Task goal: Whenever a line in the data below includes the string "dead", copy it out.

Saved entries
::::::

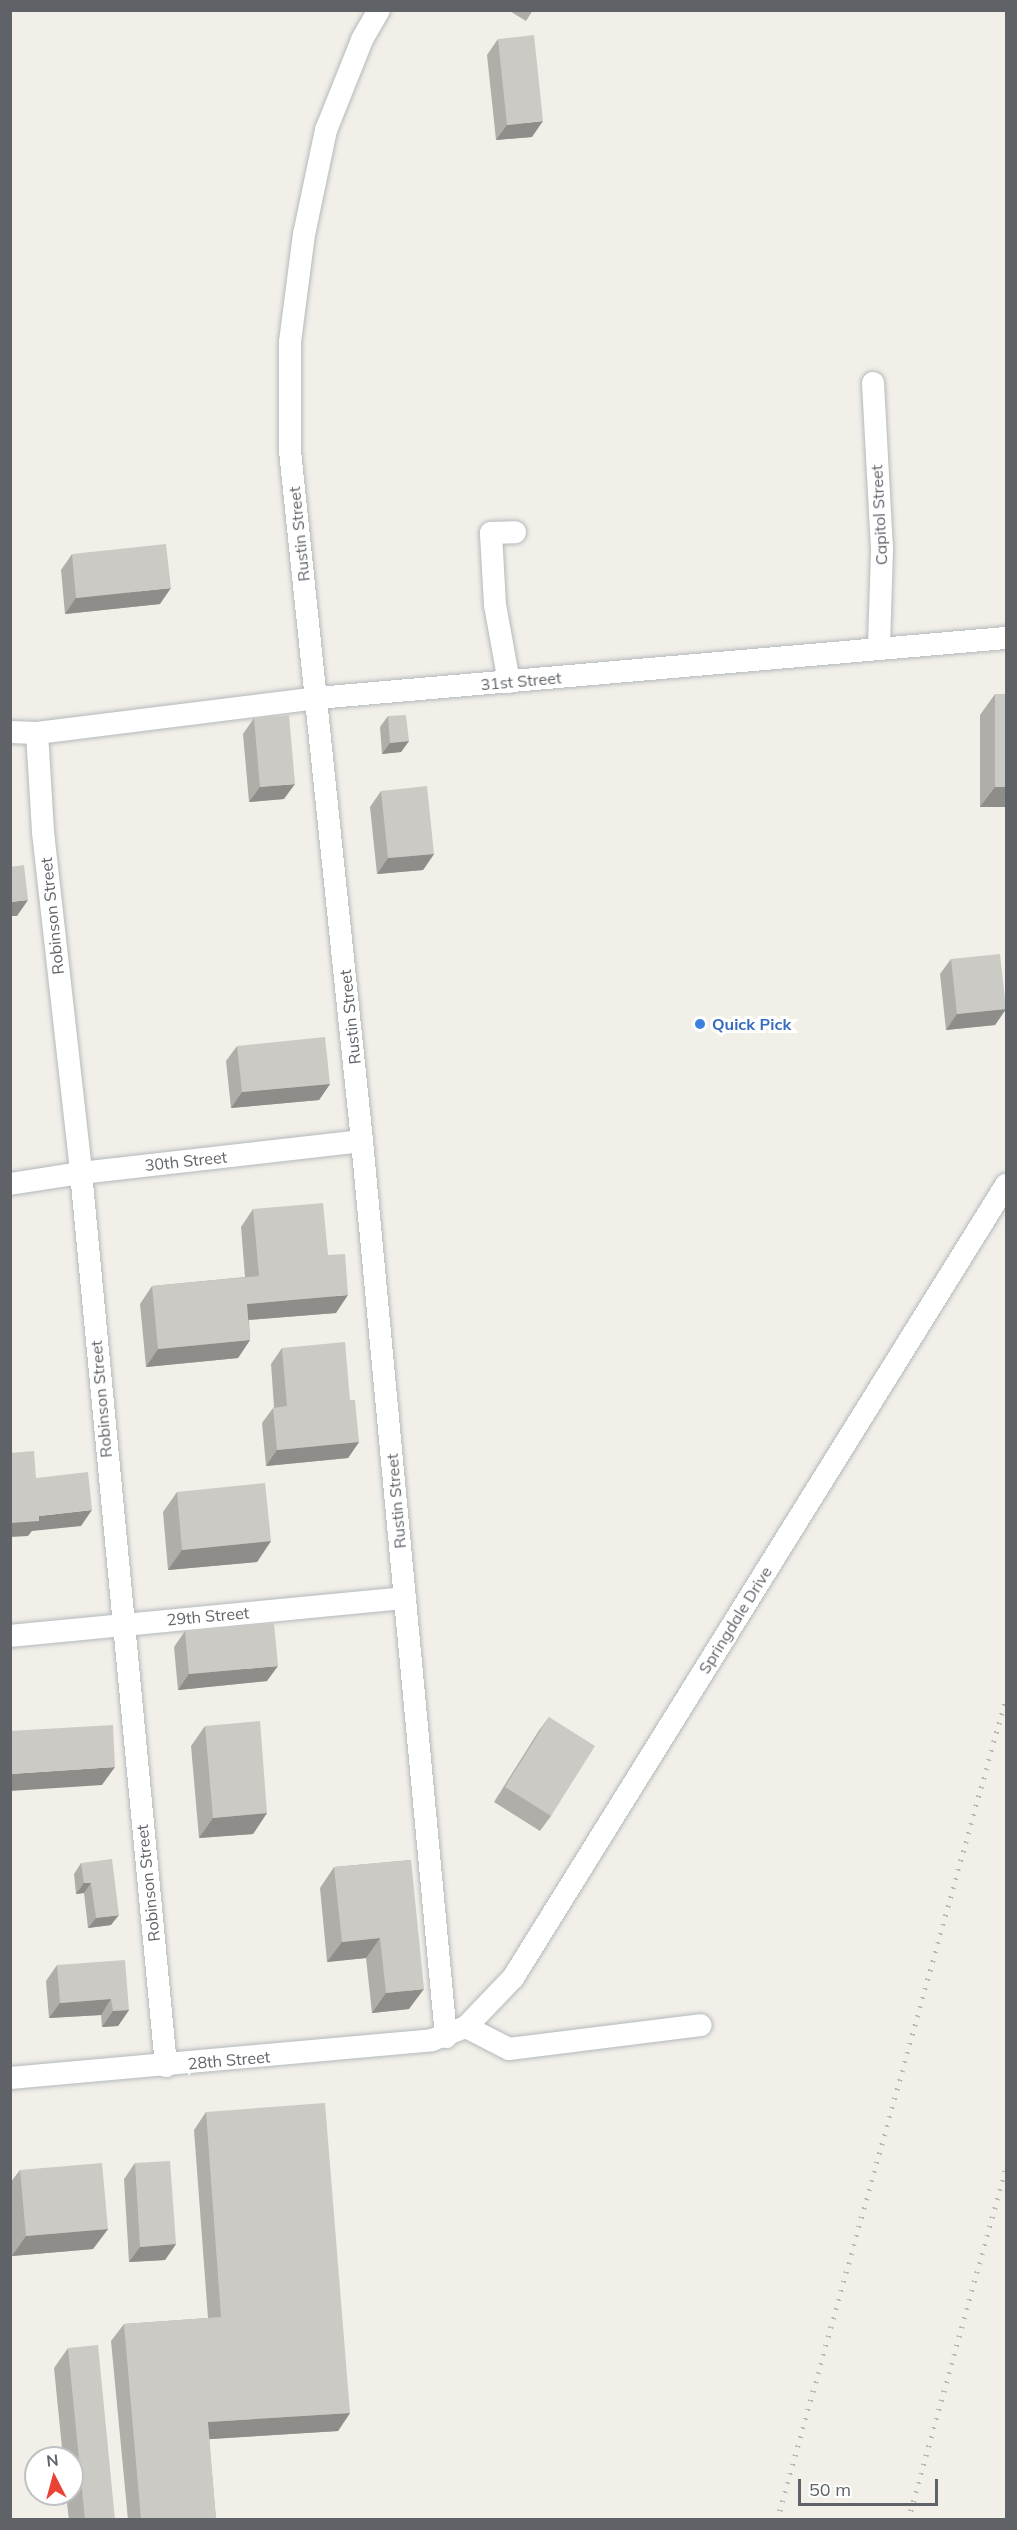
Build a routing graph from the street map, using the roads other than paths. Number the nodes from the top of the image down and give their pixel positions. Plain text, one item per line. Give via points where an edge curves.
1 (379, 10) edge
2 (873, 383) dead end
3 (514, 532) dead end
4 (1006, 638) edge
5 (879, 648) junction
6 (509, 682) junction
7 (317, 698) junction
8 (10, 732) edge
9 (37, 733) junction
10 (362, 1141) junction
11 (81, 1173) junction
12 (10, 1184) edge
13 (1006, 1185) edge
14 (405, 1598) junction
15 (122, 1625) junction
16 (10, 1636) edge
17 (701, 2025) dead end
18 (456, 2032) junction
19 (166, 2066) junction
20 (10, 2078) edge

1 - 7 street, Rustin Street via 362,40 326,129 304,234 290,342 290,450
2 - 5 street, Capitol Street via 882,550
3 - 6 street via 491,532 495,605
4 - 5 street, 31st Street
5 - 6 street, 31st Street
6 - 7 street, 31st Street
7 - 9 street, 31st Street
7 - 10 street, Rustin Street
8 - 9 street, 31st Street
9 - 11 street, Robinson Street via 43,832
10 - 11 street, 30th Street
10 - 14 street, Rustin Street
11 - 12 street, 30th Street
11 - 15 street, Robinson Street
13 - 18 street, Springdale Drive via 513,1977
14 - 15 street, 29th Street
14 - 18 street, Rustin Street
15 - 16 street, 29th Street
15 - 19 street, Robinson Street
17 - 18 street via 509,2049
18 - 19 street, 28th Street
19 - 20 street, 28th Street

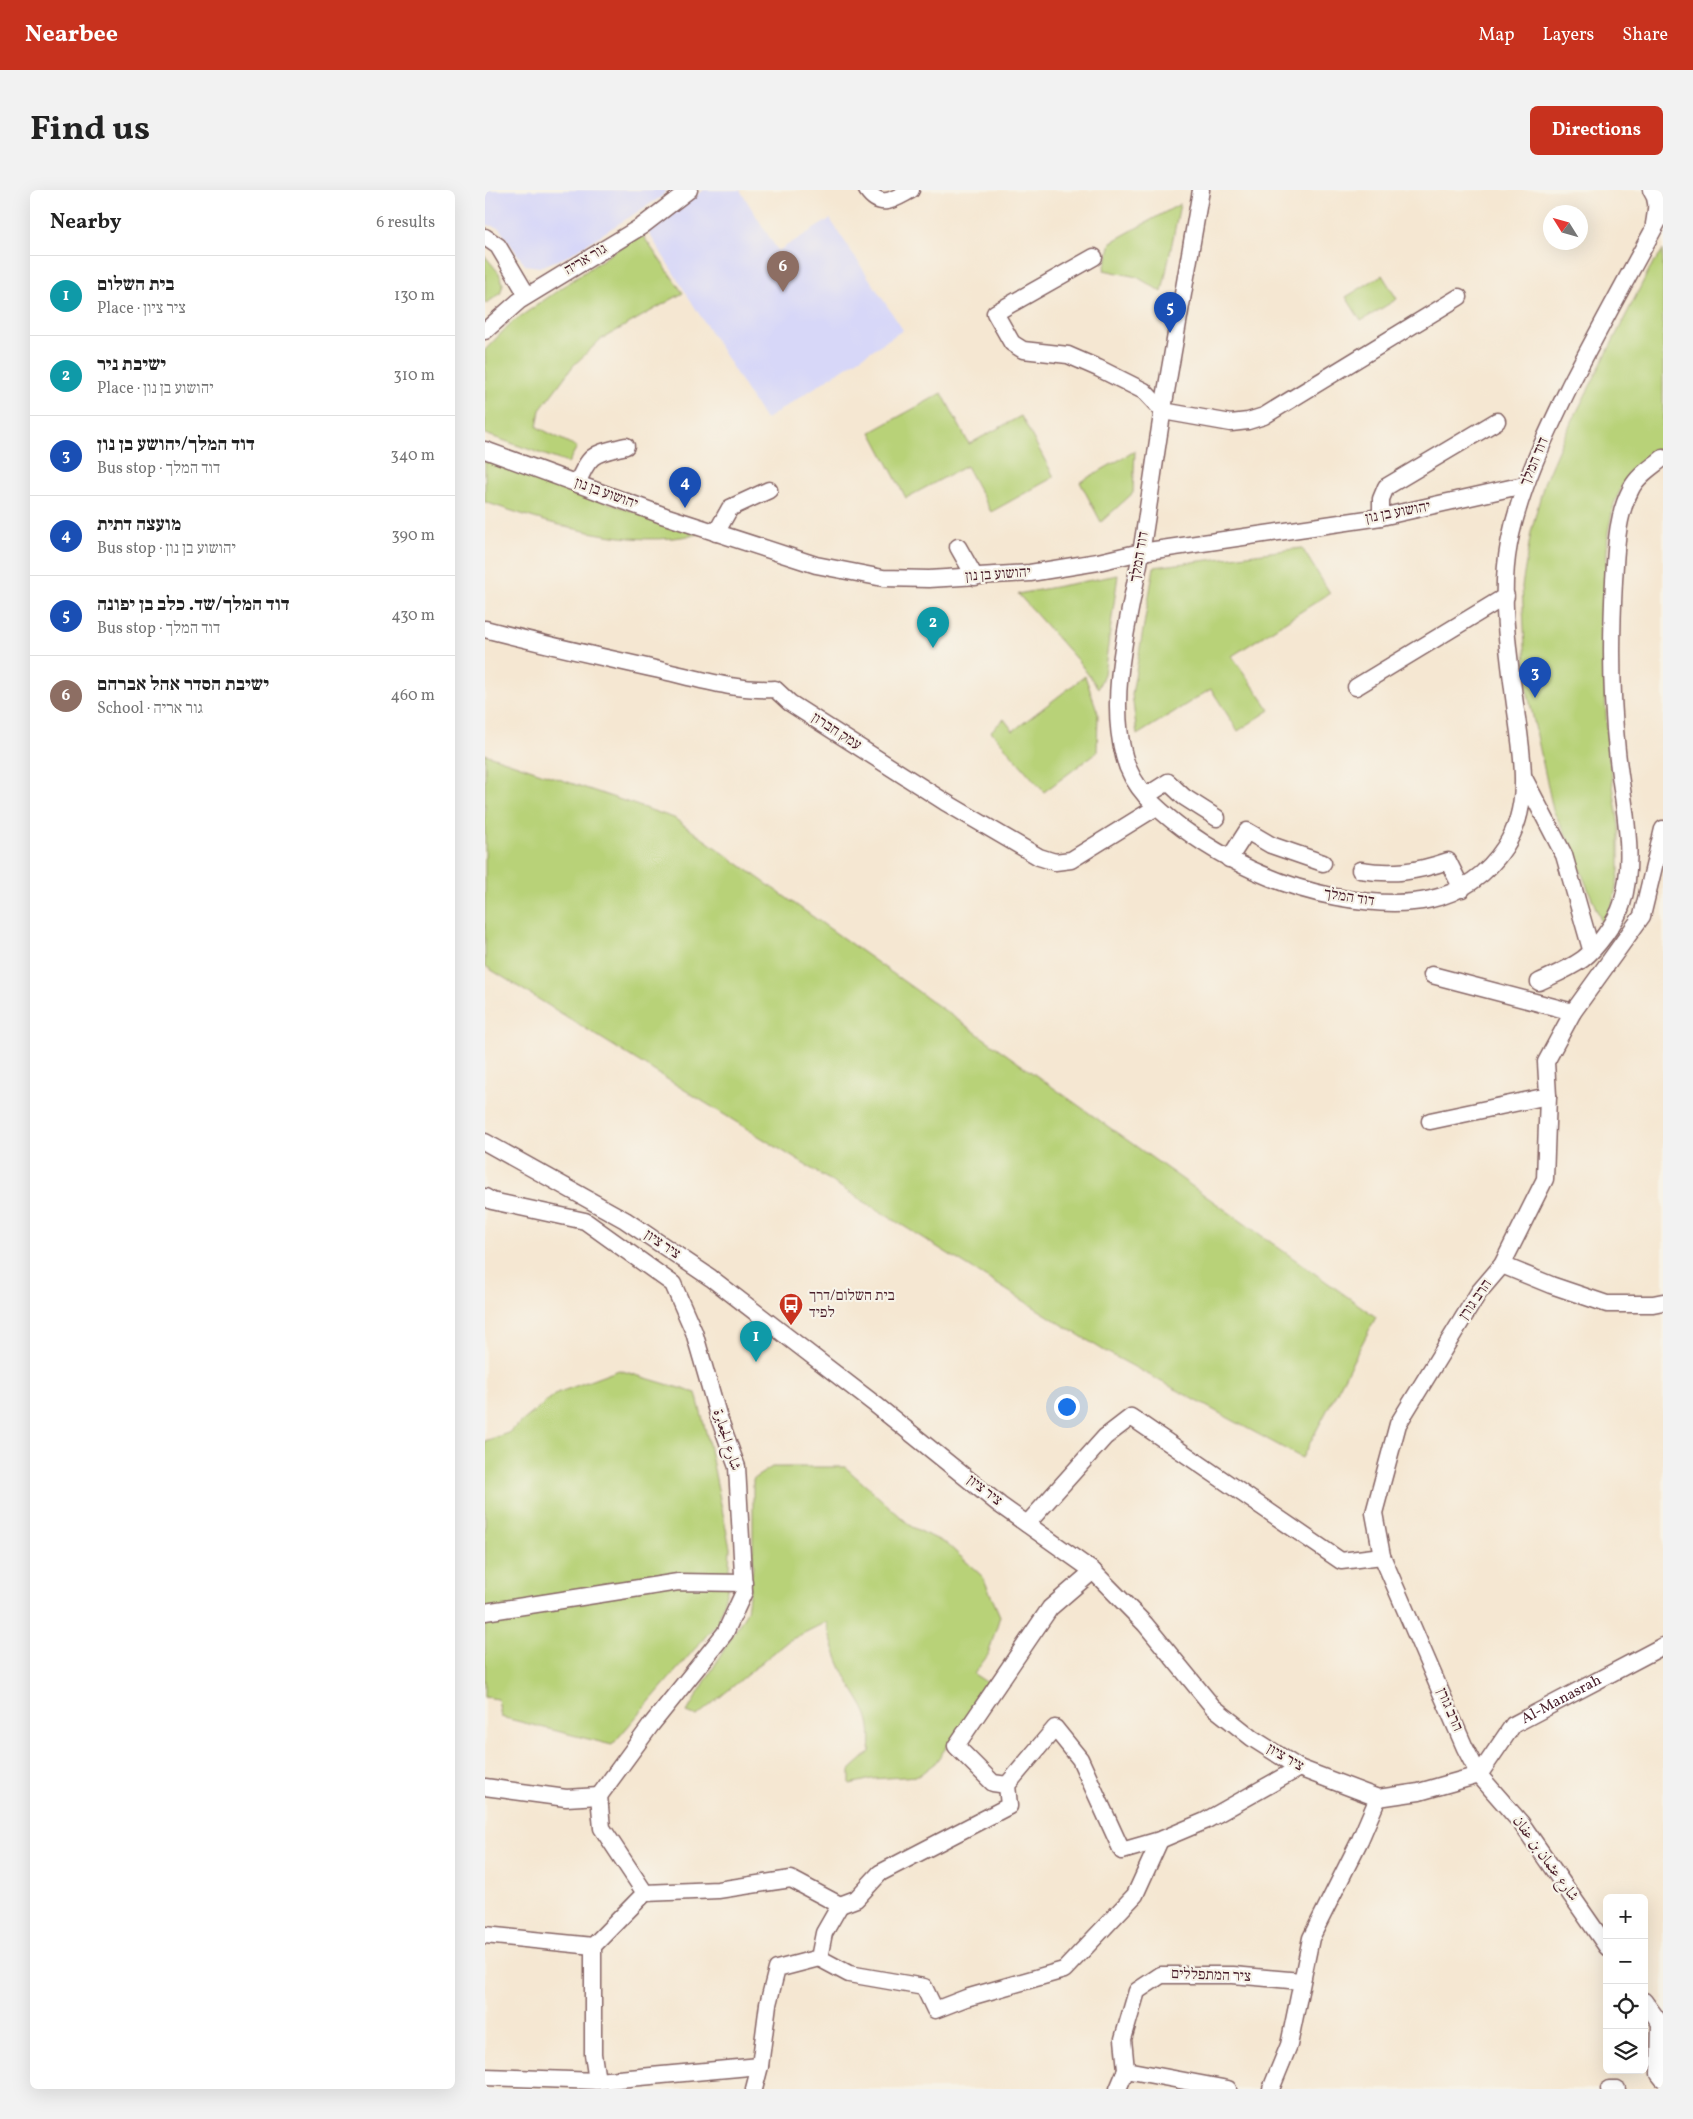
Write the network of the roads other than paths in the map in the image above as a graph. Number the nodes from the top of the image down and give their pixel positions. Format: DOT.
graph roads {
  1 [pos="689,190"];
  2 [pos="867,190"];
  3 [pos="911,190"];
  4 [pos="1201,190"];
  5 [pos="1651,190"];
  6 [pos="1663,212"];
  7 [pos="1653,229"];
  8 [pos="485,237"];
  9 [pos="1094,257"];
  10 [pos="527,295"];
  11 [pos="1459,297"];
  12 [pos="485,332"];
  13 [pos="1163,411"];
  14 [pos="1497,421"];
  15 [pos="626,446"];
  16 [pos="485,450"];
  17 [pos="1663,458"];
  18 [pos="577,484"];
  19 [pos="1524,485"];
  20 [pos="769,490"];
  21 [pos="1381,517"];
  22 [pos="716,533"];
  23 [pos="958,547"];
  24 [pos="1141,552"];
  25 [pos="975,577"];
  26 [pos="1506,596"];
  27 [pos="485,629"];
  28 [pos="1356,687"];
  29 [pos="1524,777"];
  30 [pos="1151,802"];
  31 [pos="1217,818"];
  32 [pos="1663,829"];
  33 [pos="1229,859"];
  34 [pos="1323,863"];
  35 [pos="1360,870"];
  36 [pos="1462,888"];
  37 [pos="1591,949"];
  38 [pos="1432,975"];
  39 [pos="1539,982"];
  40 [pos="1573,1012"];
  41 [pos="1549,1096"];
  42 [pos="1430,1121"];
  43 [pos="485,1142"];
  44 [pos="487,1200"];
  45 [pos="1502,1265"];
  46 [pos="1663,1302"];
  47 [pos="1027,1524"];
  48 [pos="1382,1556"];
  49 [pos="1093,1572"];
  50 [pos="744,1582"];
  51 [pos="485,1612"];
  52 [pos="1663,1646"];
  53 [pos="1299,1768"];
  54 [pos="1479,1775"];
  55 [pos="1007,1785"];
  56 [pos="485,1787"];
  57 [pos="599,1796"];
  58 [pos="1378,1798"];
  59 [pos="1160,1840"];
  60 [pos="645,1893"];
  61 [pos="840,1905"];
  62 [pos="485,1935"];
  63 [pos="1603,1941"];
  64 [pos="593,1946"];
  65 [pos="819,1958"];
  66 [pos="1301,1981"];
  67 [pos="1648,2006"];
  68 [pos="760,2066"];
  69 [pos="1126,2070"];
  70 [pos="485,2077"];
  71 [pos="597,2081"];
  72 [pos="1658,2081"];
  73 [pos="754,2089"];
  74 [pos="1118,2089"];
  75 [pos="1228,2089"];
  76 [pos="1271,2089"];
  77 [pos="1609,2089"];
  78 [pos="1617,2089"];
  1 -- 10 [label="street, גור אריה"];
  2 -- 3 [label="street"];
  4 -- 13 [label="street, דוד המלך"];
  5 -- 7 [label="street"];
  6 -- 7 [label="street, דוד המלך"];
  7 -- 19 [label="street, דוד המלך"];
  8 -- 10 [label="street"];
  9 -- 13 [label="street"];
  10 -- 12 [label="street, גור אריה"];
  11 -- 13 [label="street"];
  13 -- 24 [label="street, דוד המלך"];
  14 -- 21 [label="street"];
  15 -- 18 [label="street"];
  16 -- 18 [label="street, יהושוע בן נון"];
  17 -- 37 [label="street"];
  18 -- 22 [label="street, יהושוע בן נון"];
  19 -- 21 [label="street, יהושוע בן נון"];
  19 -- 26 [label="street, דוד המלך"];
  20 -- 22 [label="street"];
  21 -- 24 [label="street, יהושוע בן נון"];
  22 -- 25 [label="street, יהושוע בן נון"];
  23 -- 25 [label="street"];
  24 -- 25 [label="street, יהושוע בן נון"];
  24 -- 30 [label="street, דוד המלך"];
  26 -- 28 [label="street"];
  26 -- 29 [label="street, דוד המלך"];
  27 -- 30 [label="street, עמק חברון"];
  29 -- 36 [label="street, דוד המלך"];
  29 -- 37 [label="street"];
  30 -- 31 [label="street, עמק חברון"];
  30 -- 33 [label="street, דוד המלך"];
  32 -- 40 [label="street, הרב גורן"];
  33 -- 34 [label="street"];
  33 -- 36 [label="street, דוד המלך"];
  35 -- 36 [label="street"];
  37 -- 39 [label="street"];
  38 -- 40 [label="street"];
  40 -- 41 [label="street, הרב גורן"];
  41 -- 42 [label="street"];
  41 -- 45 [label="street, הרב גורן"];
  43 -- 47 [label="street, ציר ציון"];
  44 -- 50 [label="street, شارع الجعابرة"];
  45 -- 46 [label="street"];
  45 -- 48 [label="street, הרב גורן"];
  47 -- 48 [label="street"];
  47 -- 49 [label="street, ציר ציון"];
  48 -- 54 [label="street, הרב גורן"];
  49 -- 53 [label="street, ציר ציון"];
  49 -- 55 [label="street"];
  50 -- 51 [label="street"];
  50 -- 57 [label="street, شارع الجعابرة"];
  52 -- 54 [label="street, Al-Manasrah"];
  53 -- 58 [label="street, ציר ציון"];
  53 -- 59 [label="street"];
  54 -- 58 [label="street, ציר ציון"];
  54 -- 63 [label="street, شارع عثمان بن عفان"];
  55 -- 59 [label="street"];
  55 -- 61 [label="street"];
  56 -- 57 [label="street"];
  57 -- 60 [label="street"];
  58 -- 66 [label="street"];
  59 -- 65 [label="street"];
  60 -- 61 [label="street"];
  60 -- 64 [label="street"];
  61 -- 65 [label="street"];
  62 -- 64 [label="street"];
  64 -- 71 [label="street"];
  65 -- 68 [label="street"];
  66 -- 69 [label="street, ציר המתפללים"];
  66 -- 76 [label="street"];
  67 -- 72 [label="street"];
  68 -- 71 [label="street"];
  68 -- 73 [label="street"];
  69 -- 74 [label="street, ציר המתפללים"];
  69 -- 75 [label="street"];
  70 -- 71 [label="street"];
  77 -- 78 [label="street"];
}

::::::

Answer section:
2 (873, 383) dead end
3 (514, 532) dead end
17 (701, 2025) dead end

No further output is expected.